- Museum number
- 1852,1211.158
- Title
- Object: Tis so hot! I'll return to the place whence I came.
- Description
-
Pl. from 'The Scum Uppermost . . .', see BMSat 9883. The hustings at Brentford stretch across the design, packed with a grotesquely dense crowd behind the characterized figures in front. Below and in the foreground are the 'scum' or rabble. In the centre the Devil sinks through an aperture in front of the hustings, surrounded by thick smoke which floats back; his words, the only title, are inscribed over his head in a placard on the roof of the hustings. An election favour is tied to one of his long horns; a miniature demon cools him with a fan. Burdett, just behind, clasps his hands in despair at the departure. Many of the tiny figures are well characterized; a few can be identified. George Hanger (left), above the others, clasps one of the uprights, grasping a noose which hangs from the roof. Standing up by the opposite post (right) is a parson (? Horne Tooke), shouting and holding out a bottle towards the Devil. Other recognizable figures to the right of the cloud of smoke are Sheridan (amused), Fox (alarmed at the Devil), Dr. Parr, and Erskine. On the left between Hanger and Burdett is Lord Derby. Among the others a poll-clerk is prominent, his pen in his mouth, tying up his books (left). [Others mentioned in the verses, concealed under initials, include 'Delegate Frost', see BMSat 7371, Lord Thanet (who tried to help O'Connor to escape from Maidstone assizes), Peter Moore, who had contested Coventry (see BMSat 10272), and Finnerty, see BMSat 9886, n.] On the front of the hustings is a placard: 'Burdett', 'Fox and Ld W. Russel' [see BMSat 9885]. Among the crowd on the ground below the hustings are butchers with marrow-bones and cleavers, a man holding up a gigantic key, another holding up a makeshift flag inscribed 'No Bastile'. A man in a barrister's wig flourishes a bottle towards a man (? Byng) who leans from the hustings holding out a glass. The former is probably Henry Clifford, who declared the mill votes legal, a firebrand (see BMSat 11430). Men fight. A carter in a smock has on his back a device of a man on a gibbet, like the ruffian in BMSat 9309. On the hustings' roof are dead cats and other missiles. July 1802
Etching
- Production date
- 1802
- Dimensions
-
Height: 207 millimetres
-
Width: 274 millimetres
- Curator's comments
- (Description and comment from M.Dorothy George, 'Catalogue of Political and Personal Satires in the British Museum', VIII, 1947)

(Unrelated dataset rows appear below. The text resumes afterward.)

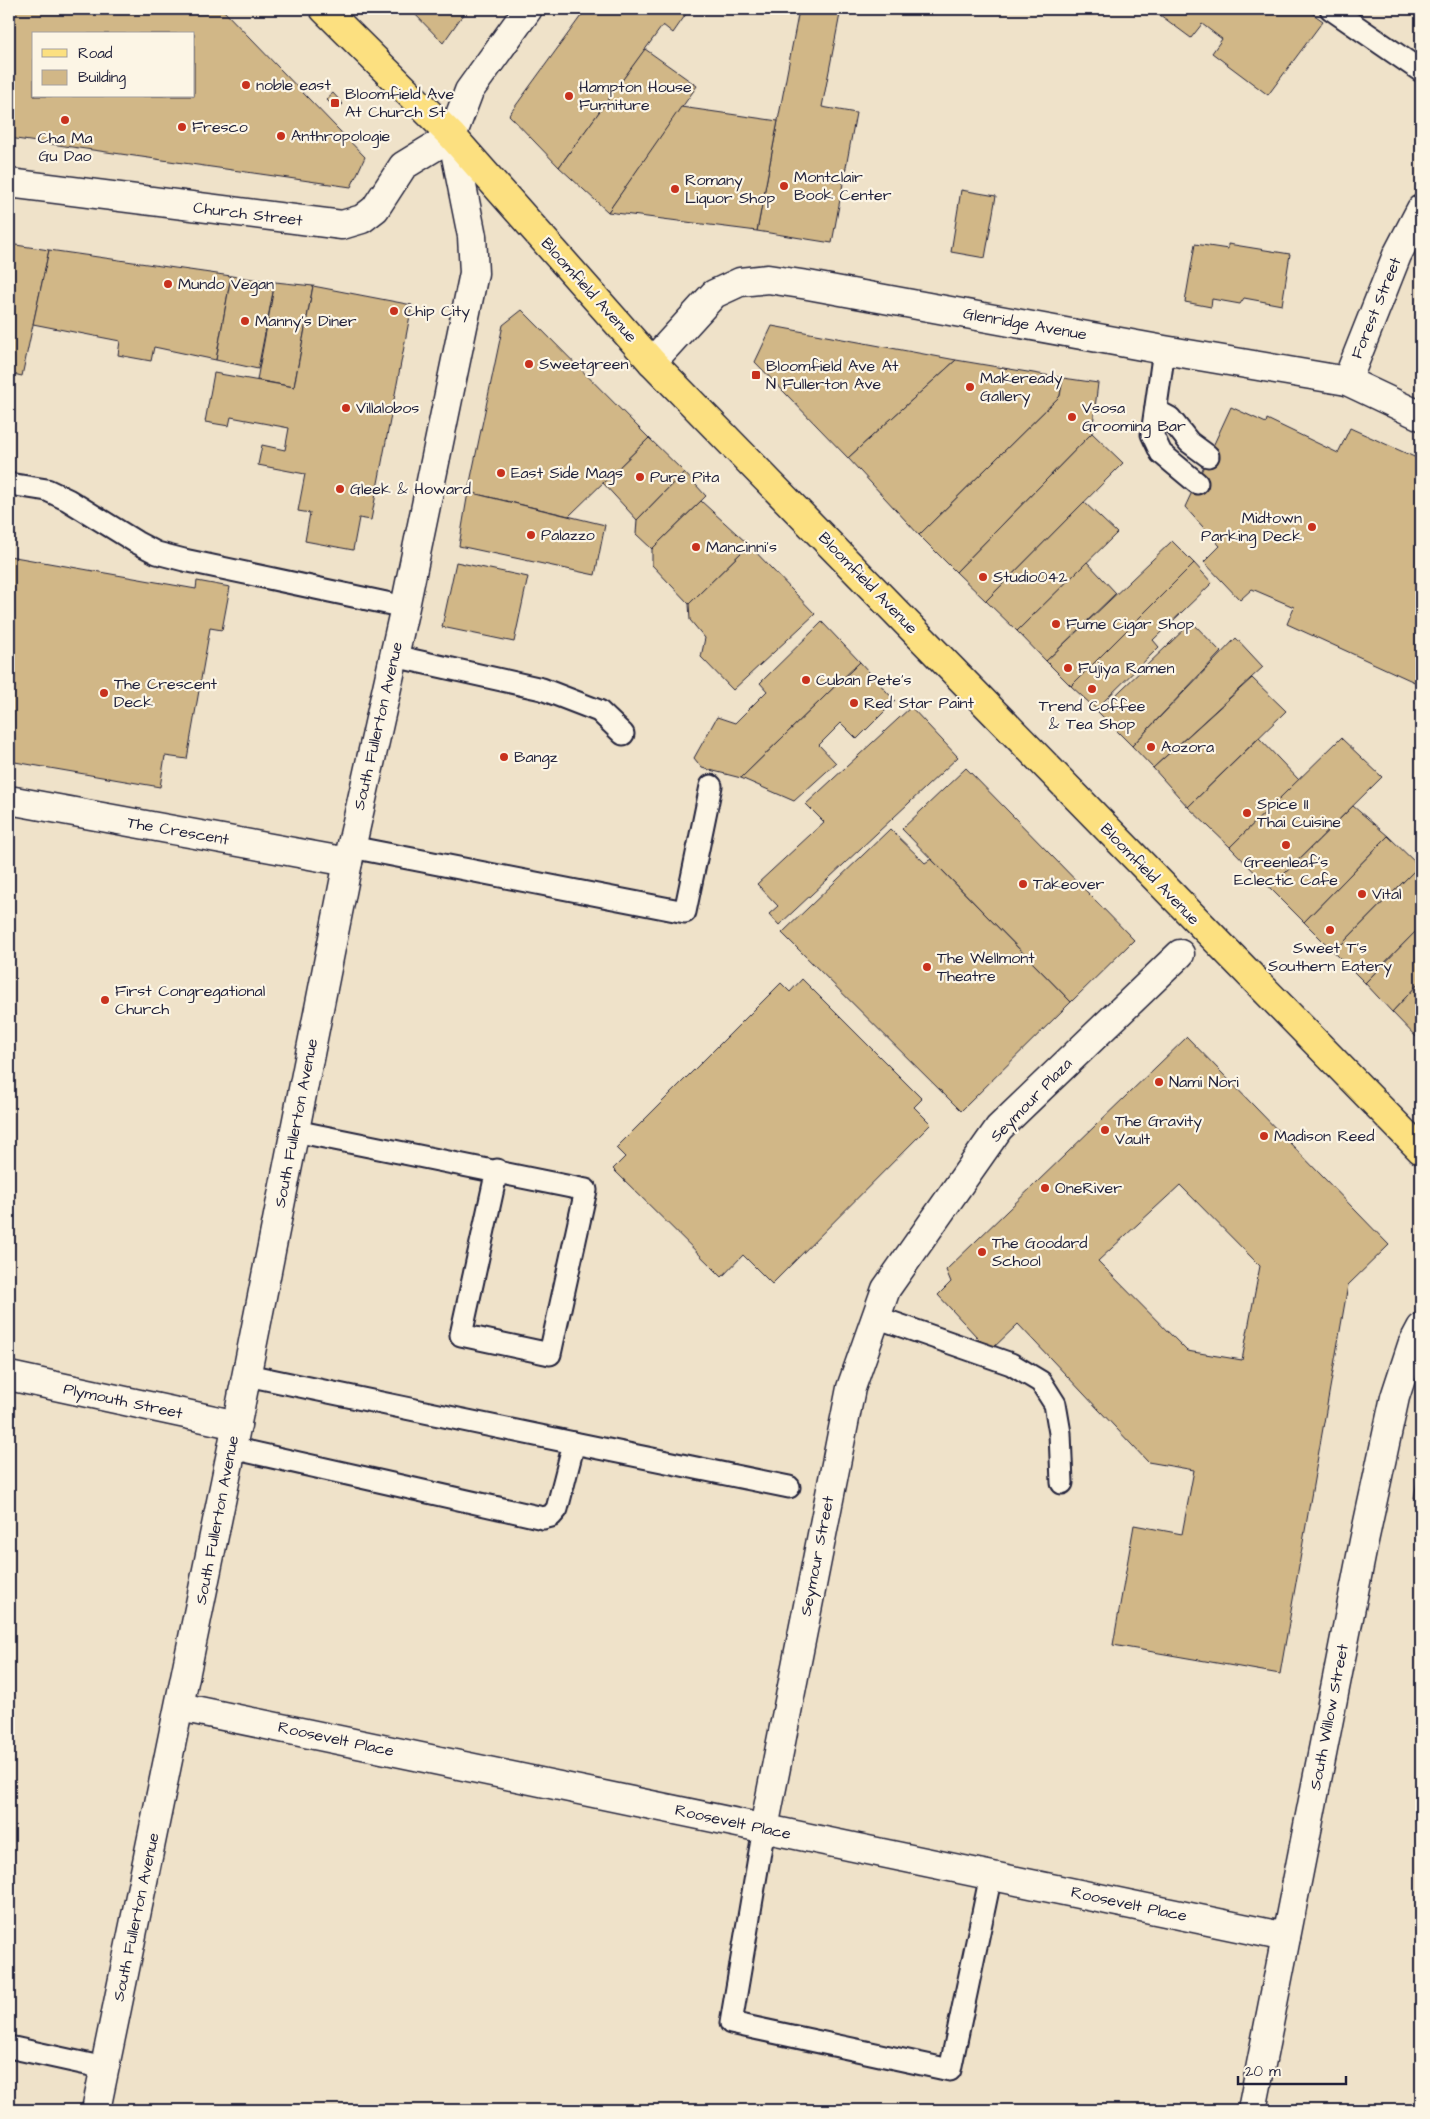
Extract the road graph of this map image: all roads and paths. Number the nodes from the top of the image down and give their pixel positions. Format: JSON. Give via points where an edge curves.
{"nodes":[{"id":1,"x":324,"y":9,"type":"edge"},
{"id":2,"x":528,"y":9,"type":"edge"},
{"id":3,"x":1331,"y":9,"type":"edge"},
{"id":4,"x":1421,"y":71,"type":"edge"},
{"id":5,"x":452,"y":136,"type":"junction"},
{"id":6,"x":9,"y":183,"type":"edge"},
{"id":7,"x":1421,"y":209,"type":"edge"},
{"id":8,"x":1164,"y":350,"type":"junction"},
{"id":9,"x":652,"y":362,"type":"junction"},
{"id":10,"x":1347,"y":381,"type":"junction"},
{"id":11,"x":1157,"y":411,"type":"junction"},
{"id":12,"x":1421,"y":416,"type":"edge"},
{"id":13,"x":1208,"y":456,"type":"dead end"},
{"id":14,"x":1197,"y":483,"type":"dead end"},
{"id":15,"x":9,"y":484,"type":"edge"},
{"id":16,"x":405,"y":607,"type":"junction"},
{"id":17,"x":394,"y":656,"type":"junction"},
{"id":18,"x":623,"y":734,"type":"dead end"},
{"id":19,"x":711,"y":786,"type":"dead end"},
{"id":20,"x":9,"y":800,"type":"edge"},
{"id":21,"x":350,"y":855,"type":"junction"},
{"id":22,"x":1180,"y":954,"type":"dead end"},
{"id":23,"x":295,"y":1131,"type":"junction"},
{"id":24,"x":1421,"y":1150,"type":"edge"},
{"id":25,"x":497,"y":1170,"type":"junction"},
{"id":26,"x":886,"y":1289,"type":"joint"},
{"id":27,"x":876,"y":1317,"type":"junction"},
{"id":28,"x":1421,"y":1328,"type":"edge"},
{"id":29,"x":247,"y":1375,"type":"junction"},
{"id":30,"x":9,"y":1376,"type":"edge"},
{"id":31,"x":234,"y":1437,"type":"junction"},
{"id":32,"x":574,"y":1443,"type":"junction"},
{"id":33,"x":1062,"y":1483,"type":"dead end"},
{"id":34,"x":789,"y":1487,"type":"dead end"},
{"id":35,"x":180,"y":1707,"type":"junction"},
{"id":36,"x":764,"y":1828,"type":"junction"},
{"id":37,"x":991,"y":1875,"type":"junction"},
{"id":38,"x":1286,"y":1937,"type":"junction"},
{"id":39,"x":9,"y":2047,"type":"edge"},
{"id":40,"x":105,"y":2068,"type":"junction"},
{"id":41,"x":96,"y":2110,"type":"edge"},
{"id":42,"x":1252,"y":2110,"type":"edge"}],
"edges":[{"from":1,"to":5,"type":"main road","name":"Bloomfield Avenue"},
{"from":2,"to":5,"type":"street","via":[[470,91]]},
{"from":3,"to":4,"type":"lane"},
{"from":5,"to":6,"type":"street","name":"Church Street","via":[[403,166],[375,208],[362,219],[342,225]]},
{"from":5,"to":9,"type":"main road","name":"Bloomfield Avenue"},
{"from":5,"to":16,"type":"street","name":"South Fullerton Avenue","via":[[472,236],[474,273]]},
{"from":7,"to":10,"type":"street","name":"Forest Street","via":[[1397,255]]},
{"from":8,"to":9,"type":"street","name":"Glenridge Avenue","via":[[768,279],[740,282],[714,294]]},
{"from":8,"to":10,"type":"street","name":"Glenridge Avenue"},
{"from":8,"to":11,"type":"lane"},
{"from":9,"to":24,"type":"main road","name":"Bloomfield Avenue"},
{"from":10,"to":12,"type":"street","name":"Glenridge Avenue"},
{"from":11,"to":13,"type":"lane","via":[[1170,418],[1189,442]]},
{"from":11,"to":14,"type":"lane","via":[[1152,434],[1161,453]]},
{"from":15,"to":16,"type":"lane","via":[[47,490],[157,553]]},
{"from":16,"to":17,"type":"street","name":"South Fullerton Avenue"},
{"from":17,"to":18,"type":"lane","via":[[542,688],[599,711]]},
{"from":17,"to":21,"type":"street","name":"South Fullerton Avenue"},
{"from":19,"to":21,"type":"lane","via":[[685,912]]},
{"from":20,"to":21,"type":"street","name":"The Crescent"},
{"from":21,"to":23,"type":"street","name":"South Fullerton Avenue"},
{"from":22,"to":26,"type":"street","name":"Seymour Plaza","via":[[999,1128]]},
{"from":23,"to":25,"type":"lane"},
{"from":23,"to":29,"type":"street","name":"South Fullerton Avenue"},
{"from":25,"to":25,"type":"lane","via":[[586,1190],[550,1354],[461,1335]]},
{"from":26,"to":27,"type":"street","name":"Seymour Street"},
{"from":27,"to":33,"type":"lane","via":[[1011,1364],[1041,1382],[1055,1404]]},
{"from":27,"to":36,"type":"street","name":"Seymour Street","via":[[850,1388]]},
{"from":28,"to":38,"type":"street","name":"South Willow Street","via":[[1395,1397]]},
{"from":29,"to":31,"type":"street","name":"South Fullerton Avenue"},
{"from":29,"to":32,"type":"lane"},
{"from":30,"to":31,"type":"street","name":"Plymouth Street"},
{"from":31,"to":32,"type":"lane","via":[[543,1518],[551,1516],[557,1508]]},
{"from":31,"to":35,"type":"street","name":"South Fullerton Avenue"},
{"from":32,"to":34,"type":"lane"},
{"from":35,"to":36,"type":"street","name":"Roosevelt Place"},
{"from":35,"to":40,"type":"street","name":"South Fullerton Avenue"},
{"from":36,"to":37,"type":"street","name":"Roosevelt Place"},
{"from":36,"to":37,"type":"lane","via":[[731,2023],[950,2070]]},
{"from":37,"to":38,"type":"street","name":"Roosevelt Place"},
{"from":38,"to":42,"type":"street","name":"South Willow Street"},
{"from":39,"to":40,"type":"lane"},
{"from":40,"to":41,"type":"street","name":"South Fullerton Avenue"}]}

See BMSat 9878, &c. The proceedings began each day with a procession to Brentford from Burdett's house in Piccadilly (on 26 July from the Crown and Anchor), accompanied by a disreputable crowd attracted by a campaign seemingly aimed at the abolition of prisons. Banners inscribed 'No Bastile' and a three-foot key were carried in the final procession. Though Byng headed the poll the enthusiasm was for Burdett. 'Bribery, perjury, drunkenness and ruffianism of every kind' marked the election. Patterson, op. cit. i. 138.
Reproduced, E. H. Coleridge, 'Life of Thomas Coutts', 1920, ii. 126.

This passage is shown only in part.